Quantitative Evaluation

Posted on 2025-06-04 In SNU , 4-1 , 인간컴퓨터상호작용 Reading time ≈ 4 mins.

Qualitative vs Quantitative

Qualitative
- Develop understanding of human experience
- Emphasis on preserving the richness of the data
- Better external validity
Quantitative
- Objectively measure human performance
- More narrowly focused
- Better internal validity

Qualitative approach

Qualitative approaches focus on high-level effects!

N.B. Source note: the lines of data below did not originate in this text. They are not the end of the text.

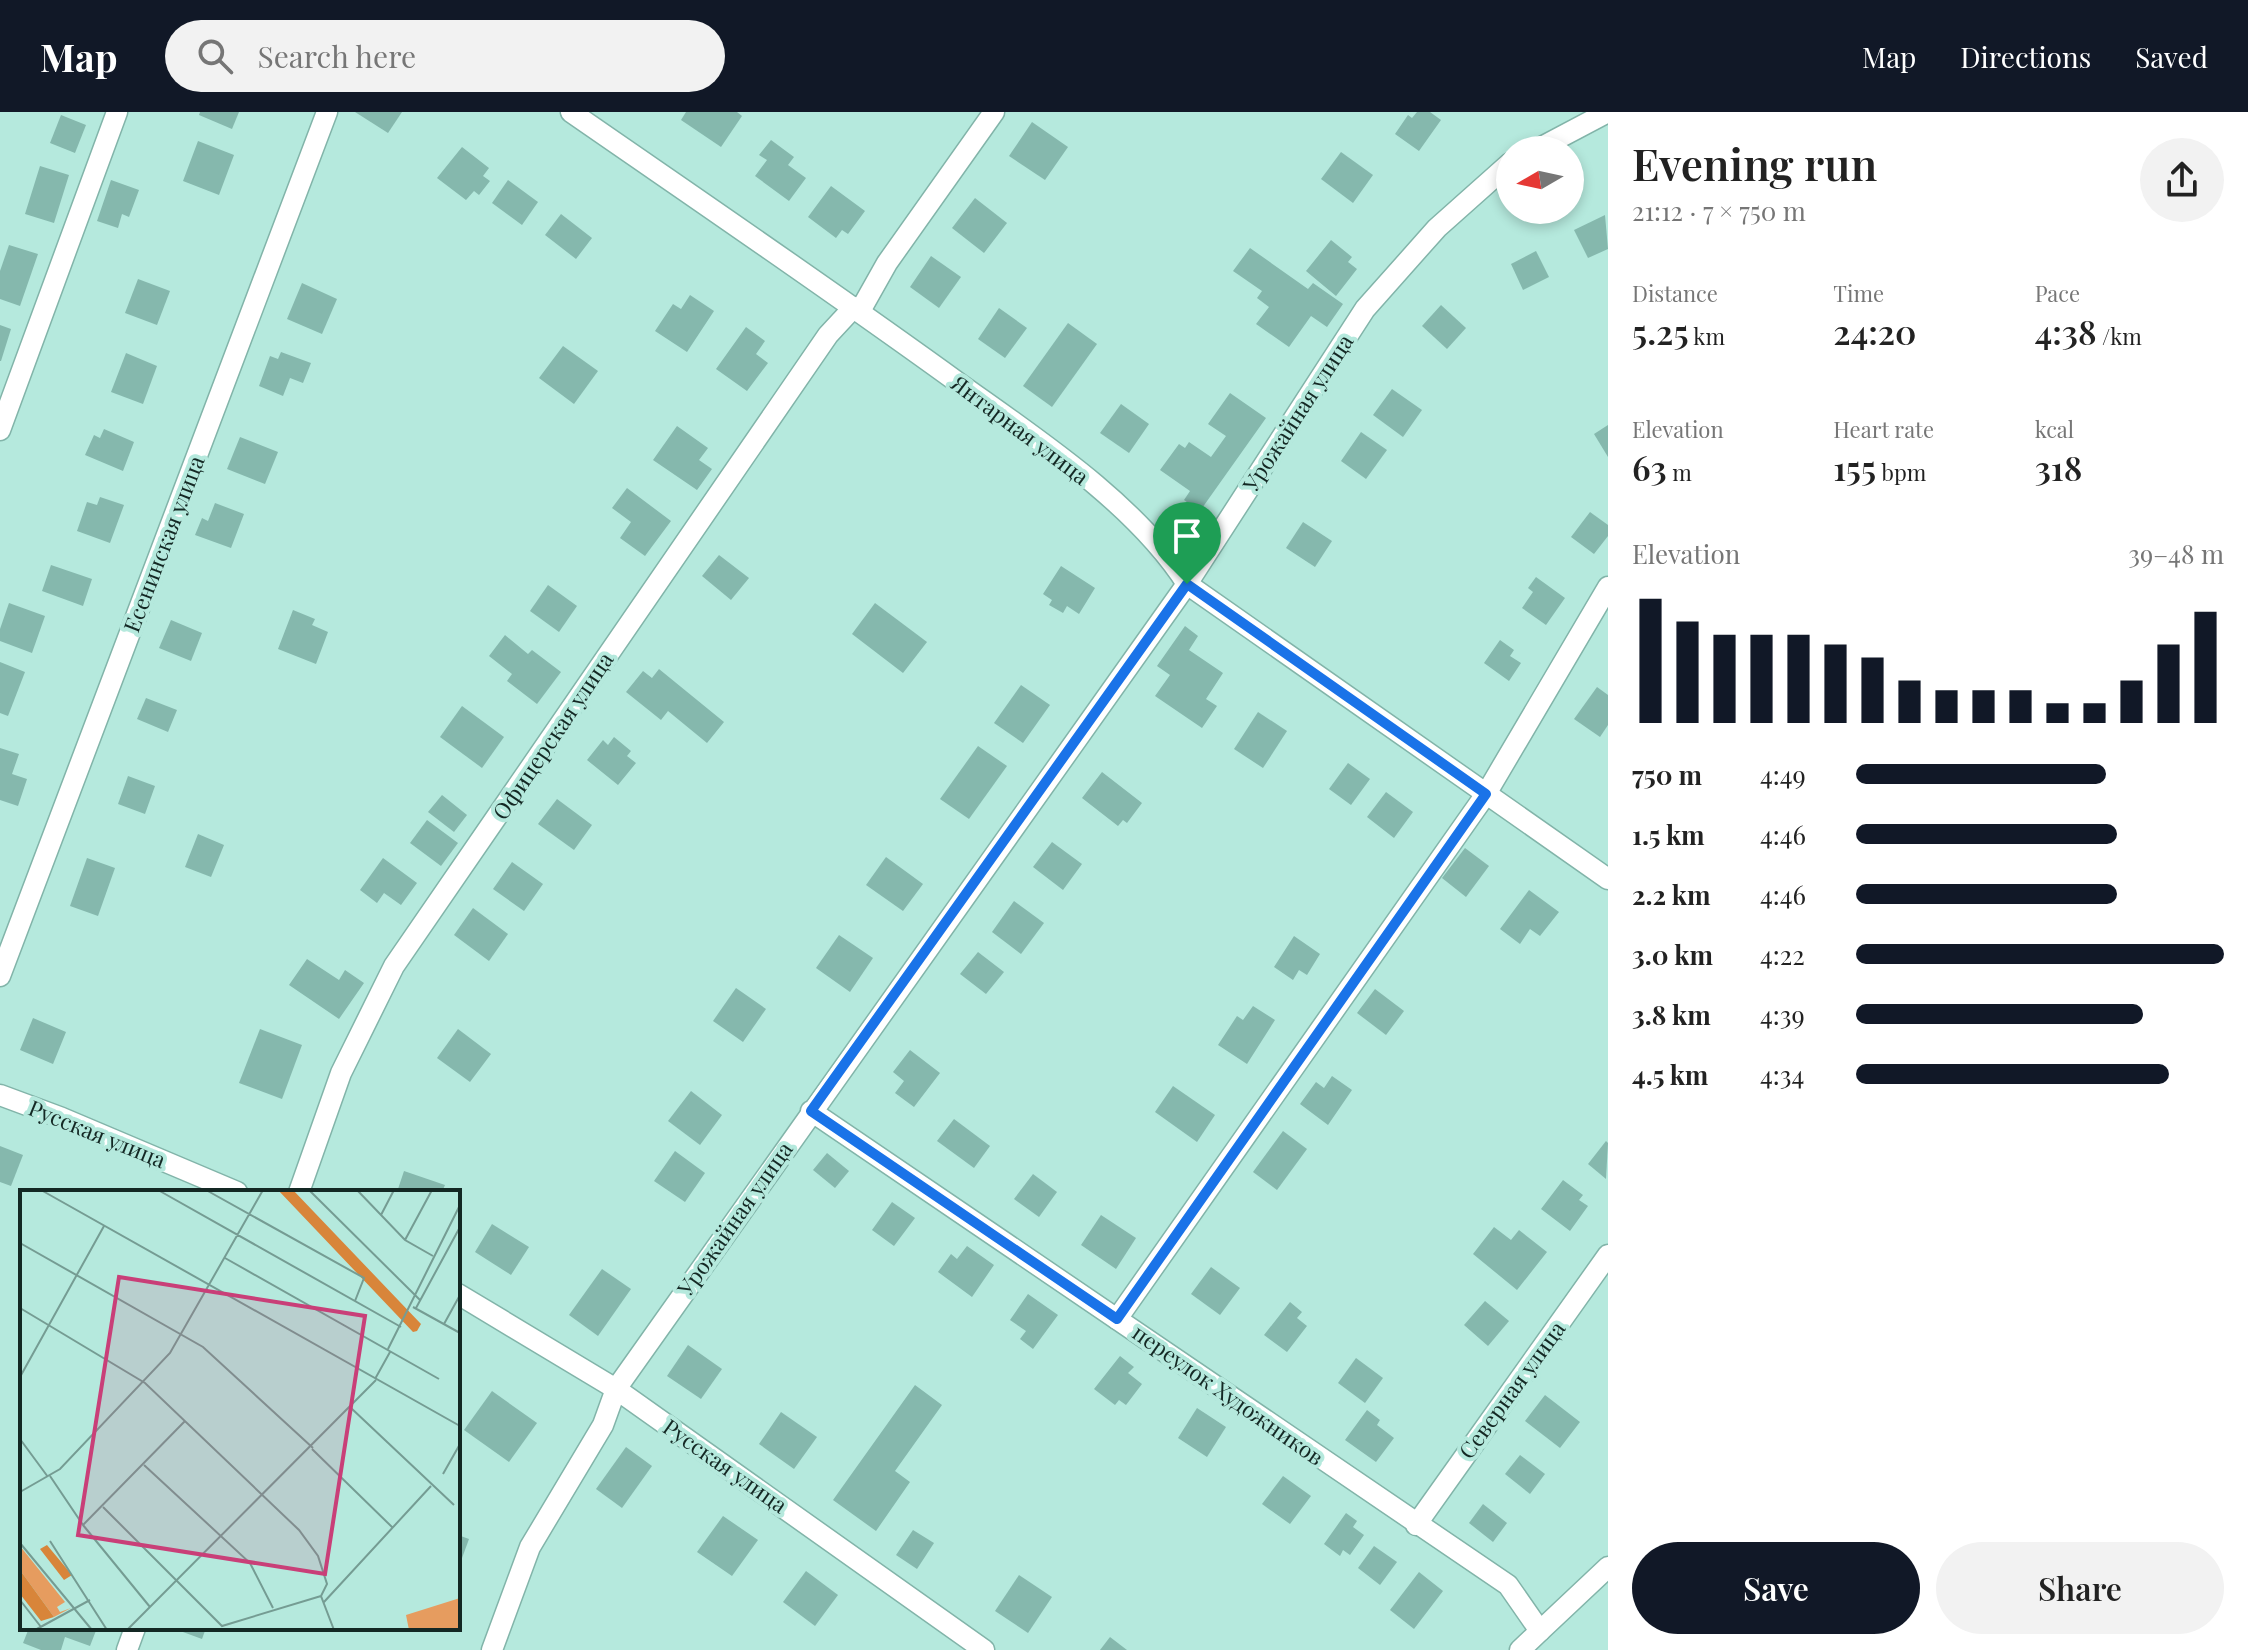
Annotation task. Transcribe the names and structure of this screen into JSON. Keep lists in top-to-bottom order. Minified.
{"streets":{"street":["Урожайная улица","Янтарная улица","Есенинская улица","Офицерская улица","Русская улица","Северная улица","переулок Художников"]},"crossings":[["Урожайная улица","Янтарная улица"],["Урожайная улица","Русская улица"],["Урожайная улица","переулок Художников"],["Янтарная улица","Офицерская улица"],["Северная улица","переулок Художников"]],"north":"left","page":{"header":"Map","search":"Search here","nav":["Map","Directions","Saved"],"heading":["Evening run","21:12 · 7 × 750 m"],"stats":[["Distance","5.25 km"],["Time","24:20"],["Pace","4:38 /km"],["Elevation","63 m"],["Heart rate","155 bpm"],["kcal","318"]],"chart":["Elevation","39–48 m"],"list":[{"name":"750 m","note":"4:49"},{"name":"1.5 km","note":"4:46"},{"name":"2.2 km","note":"4:46"},{"name":"3.0 km","note":"4:22"},{"name":"3.8 km","note":"4:39"},{"name":"4.5 km","note":"4:34"}],"buttons":["Save","Share"]}}
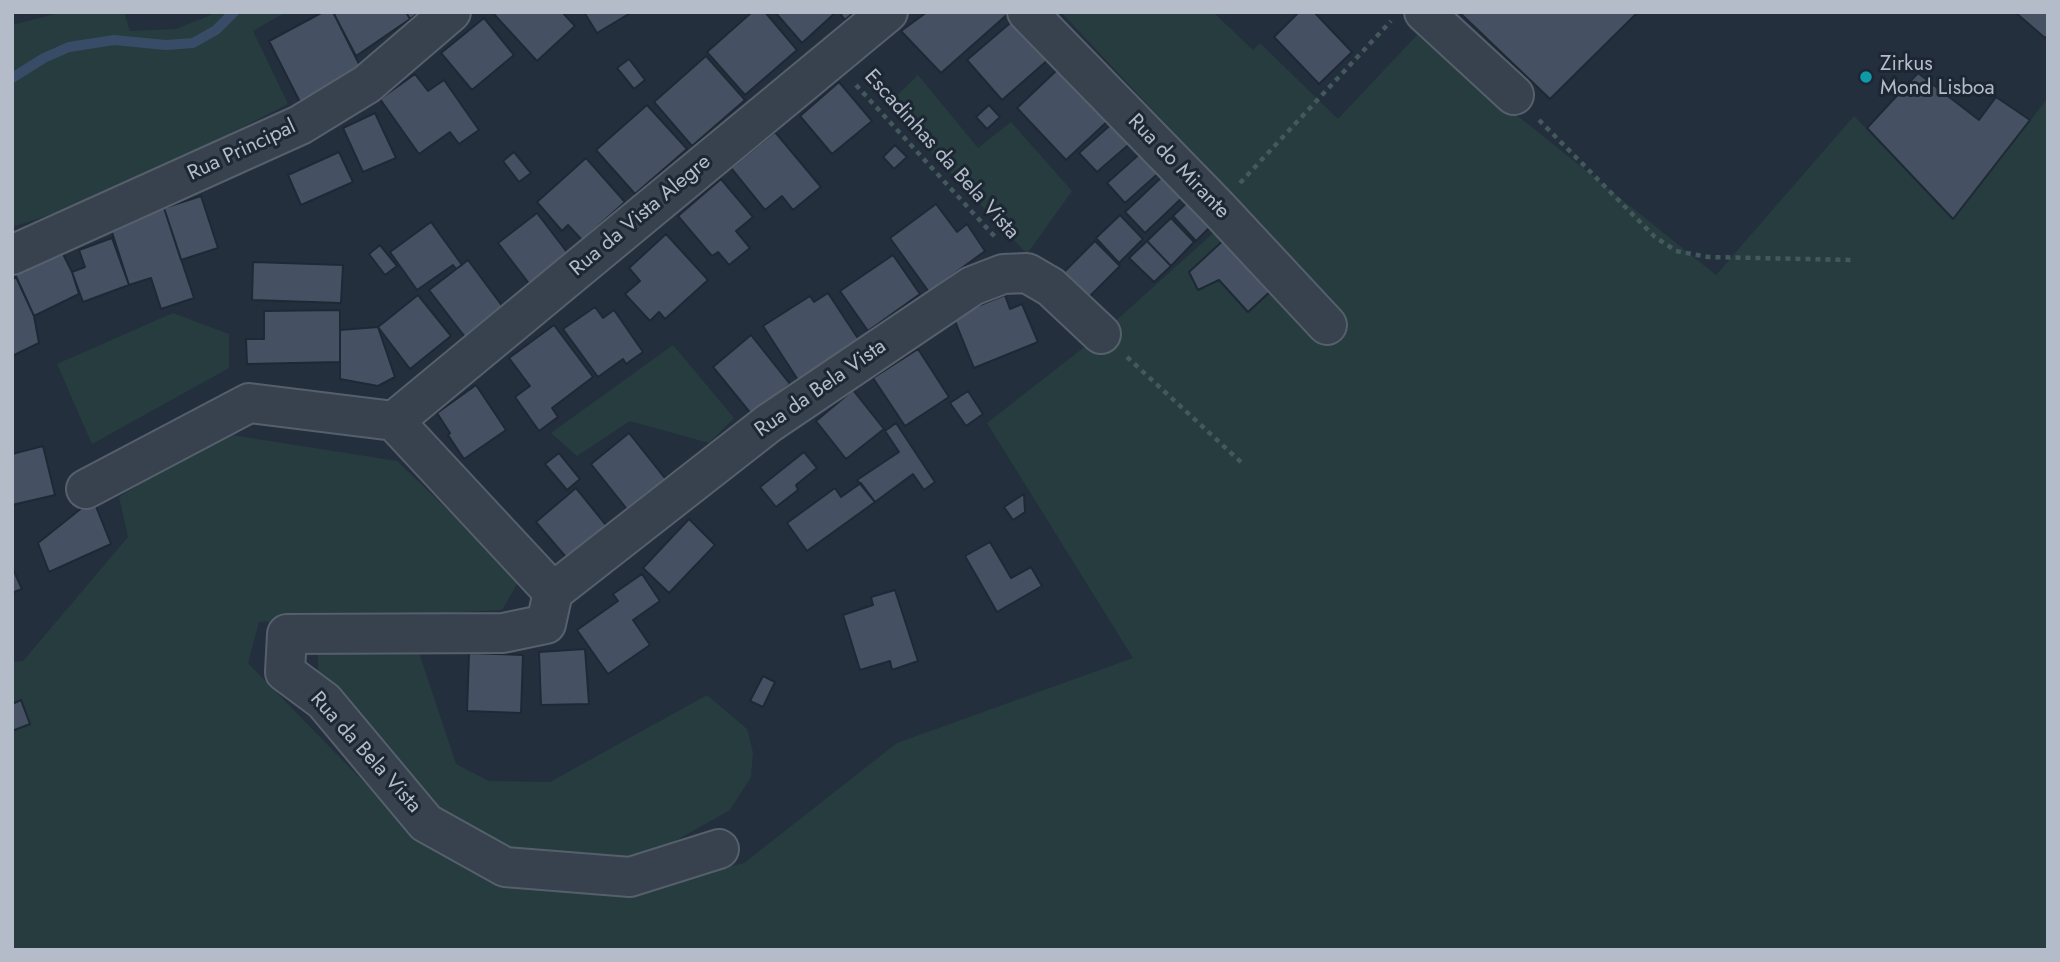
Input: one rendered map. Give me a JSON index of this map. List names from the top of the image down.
{
  "streets": {
    "street": [
      "Rua Principal",
      "Rua do Mirante",
      "Rua da Vista Alegre",
      "Rua da Bela Vista"
    ],
    "path": ["Escadinhas da Bela Vista"]
  },
  "crossings": [
    ["Escadinhas da Bela Vista", "Rua da Vista Alegre"],
    ["Escadinhas da Bela Vista", "Rua da Bela Vista"]
  ],
  "places": ["Zirkus Mond Lisboa"]
}
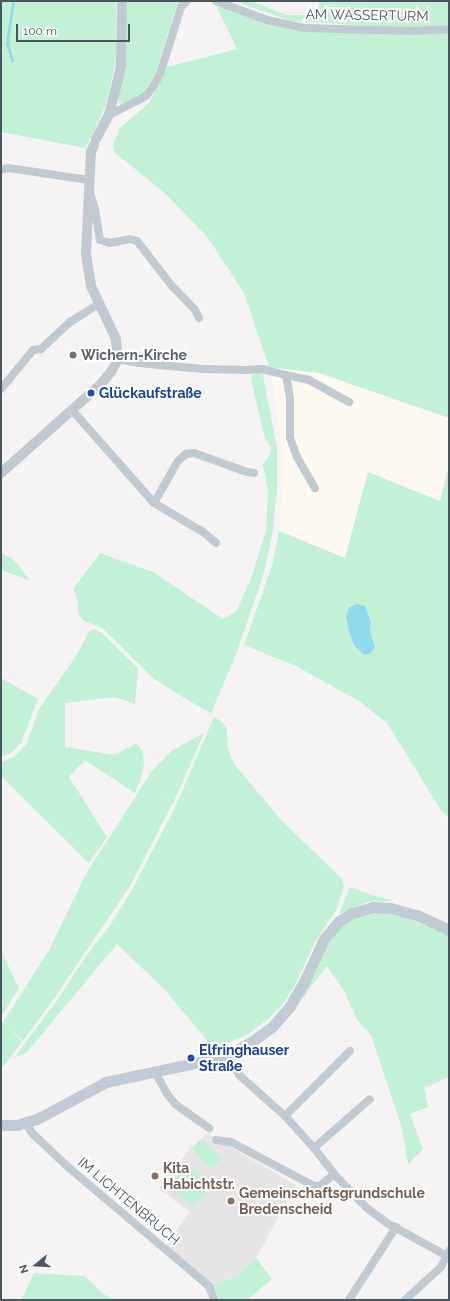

Identifies task flow problems
Highlights ambiguities in task description
Revel contextual and situational insights e.g. conflict with social norms or expectations, usability mismatches

It can reflect a real-world usage and context, leads to strong external validity.
But it have lower internal validity, and relies on subjective interpretations of data.

Quantitative approach

Quatitative approaches focus on low-level effects!

Captures patterns of use

It provides objective measurements, leads to strong internal validity.
But it might be difficult to interpret real world implications, and small differences may lack practical significance (even if they are statistically significant).
e.g. Is difference between 3.05s and 3.00s really meaningful?

Quantitative evaluation

More scientific approach?
Specify users and tasks
Predict and measure...
- time to learn
- speed of performance
- rate of human errors
- human retention over time
- subjective satisfaction
by using...
- User events collection (e.g. mouse clicks, key presses, mouse moving distance)
- Analytics tool (e.g. Google Analytics)
- Controlled experiments
  - Lucid/testable hypothesis
  - Independent variables
  - Dependent variables
  - Should be able to reproduced by others
Accomodate individual differences
Consider social, organizational, and cultural context

e.g. Google SktechUp found that undo and erase events can detect over 90% of the severe usability problems.

Controlled Experiments

Based on practical problem and existing theory!
It can be:

a guidance for practitioners
an advice for experimenters
a refined theory

State a lucid, testable hypothesis
- e.g. With a proper acceleration function, a scroll-wheel based system can be faster than a ScrollPoint
Identify independent and dependent variables
Design the experimental protocol
Choose the user population
Apply for human subjects protocol review
Run a couple of pilots
Run the experiment
Run statistical analysis
Draw conclusions

Notes for running the experiment

Always run pilots first!
- There are always unexpected problem!
- When the experiment has started you cannot change
Use a check-list so that all subjects follow the same steps (i.e. specific protocol)
Don't forget the informed consent form
Don't forget to debrief each subject

Always ask these questions:

Is it ethical?
Is it useful?
Is it reliable?
- Does repeating the experiment yield the same result?
Is it valid?
- (internal) Does the experiment consider variations between subjects?
  - Need for testing an enough samples of subjects
- (internal) Was the experience biased?
- (external) Does the experiment reflect target use?
  - Were users typical?
  - Were tasks typical?
  - Was the setting realistic?

Independent/Dependent variables

Independent variables are the things you manipulate independent of a subject's behavior.
It determines a modification to the conditions the subjects undergo.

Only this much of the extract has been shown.